Is it true? We can not use name-based virtual hosts in conjunction with SSL with Apache 2.2?!?!?!?

----------

## elgato319

I´m gonna update my apache 2.0 with vhosts/ssl today too.

Will report if anything goes wrong  :Smile: 

----------

## pdr

You cannot use vhosts with SSL.

The reason is that the headers in the request are also encrypted and vhosts work by apache using the "Host: abc.com" header to tell which virtual host to use.
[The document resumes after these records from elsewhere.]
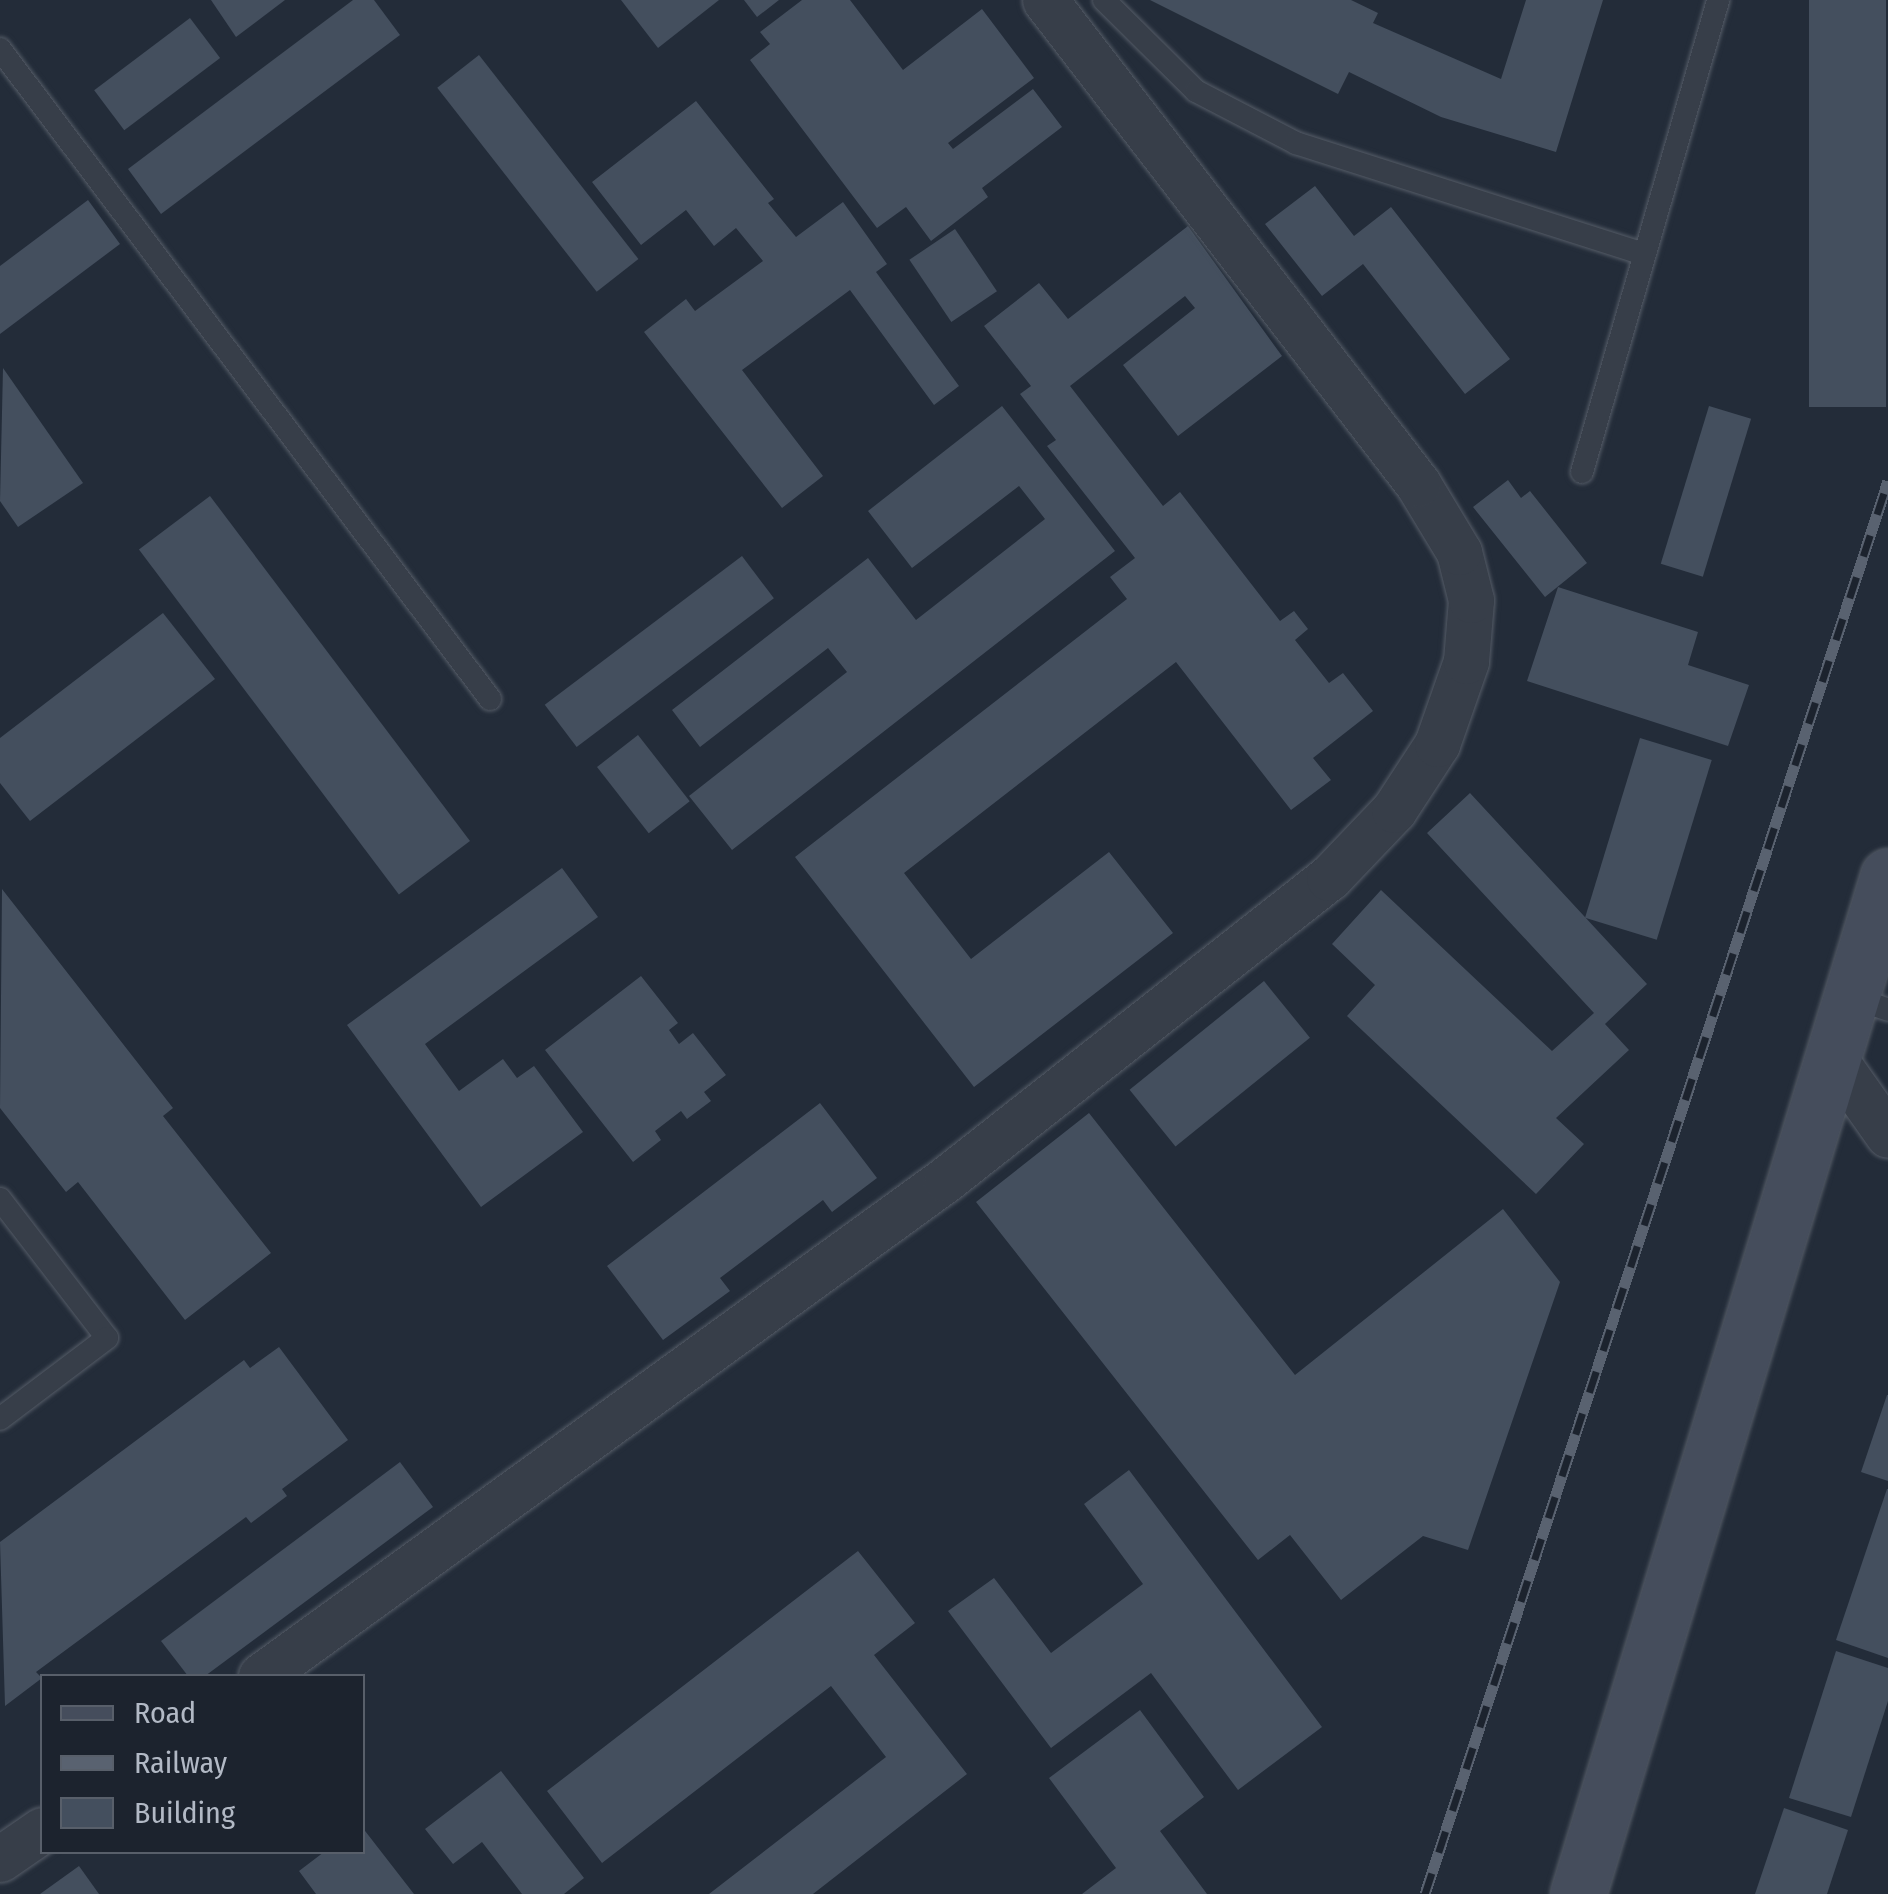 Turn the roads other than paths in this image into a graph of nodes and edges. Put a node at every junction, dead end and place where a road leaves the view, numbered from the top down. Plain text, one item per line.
1 (1045, 0) edge
2 (1104, 0) edge
3 (1718, 0) edge
4 (0, 49) edge
5 (1643, 254) junction
6 (1582, 472) dead end
7 (490, 698) dead end
8 (1888, 876) edge
9 (1870, 1004) edge
10 (1833, 1057) junction
11 (1888, 1135) edge
12 (0, 1199) edge
13 (0, 1419) edge
14 (265, 1674) edge
15 (40, 1831) edge
16 (0, 1859) edge
17 (1578, 1894) edge

1 - 14 street
2 - 5 lane
3 - 5 lane
4 - 7 lane
5 - 6 lane
8 - 9 main road
9 - 10 main road
10 - 11 street
10 - 17 main road
12 - 13 lane
15 - 16 street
Since it is encrypted, apache would have to decrypt it first to tell which vhost to use - but if the SSL is in a vhost it cannot decrypt it until it knows which vhost to use.. So basically it becomes a "I cannot tell which vhost to use until I decrypt, but I cannot tell how to decrypt until I know which vhost to use.." kind of problem.

----------

## elgato319

Just finished updateing apache 2.0 to 2.2, everything seems to work instead ssl on vhosts

 *Quote:*   

> 
> 
> You cannot use vhosts with SSL. 

 

It DID work on apache 2.0.

www.domain.com - no ssl

mail.domain.com - webinterface for emails with ssl only

noc.domain.com - phpmyadmin, etc with and without ssl#

apache manual says:

 *Quote:*   

> 
> 
> http://httpd.apache.org/docs/2.2/en/vhosts/name-based.html
> 
> Name-based virtual hosting cannot be used with SSL secure servers because of the nature of the SSL protocol.
> ...

 

Maybe it was some strange bug in apache 2.0?

 *Quote:*   

> 
> 
> Why can't I use SSL with name-based/non-IP-based virtual hosts?
> 
> The reason is very technical, and a somewhat "chicken and egg" problem. The SSL protocol layer stays below the HTTP protocol layer and encapsulates HTTP. When an SSL connection (HTTPS) is established Apache/mod_ssl has to negotiate the SSL protocol parameters with the client. For this, mod_ssl has to consult the configuration of the virtual server (for instance it has to look for the cipher suite, the server certificate, etc.). But in order to go to the correct virtual server Apache has to know the Host HTTP header field. To do this, the HTTP request header has to be read. This cannot be done before the SSL handshake is finished, but the information is needed in order to complete the SSL handshake phase. Bingo!
> ...

 

----------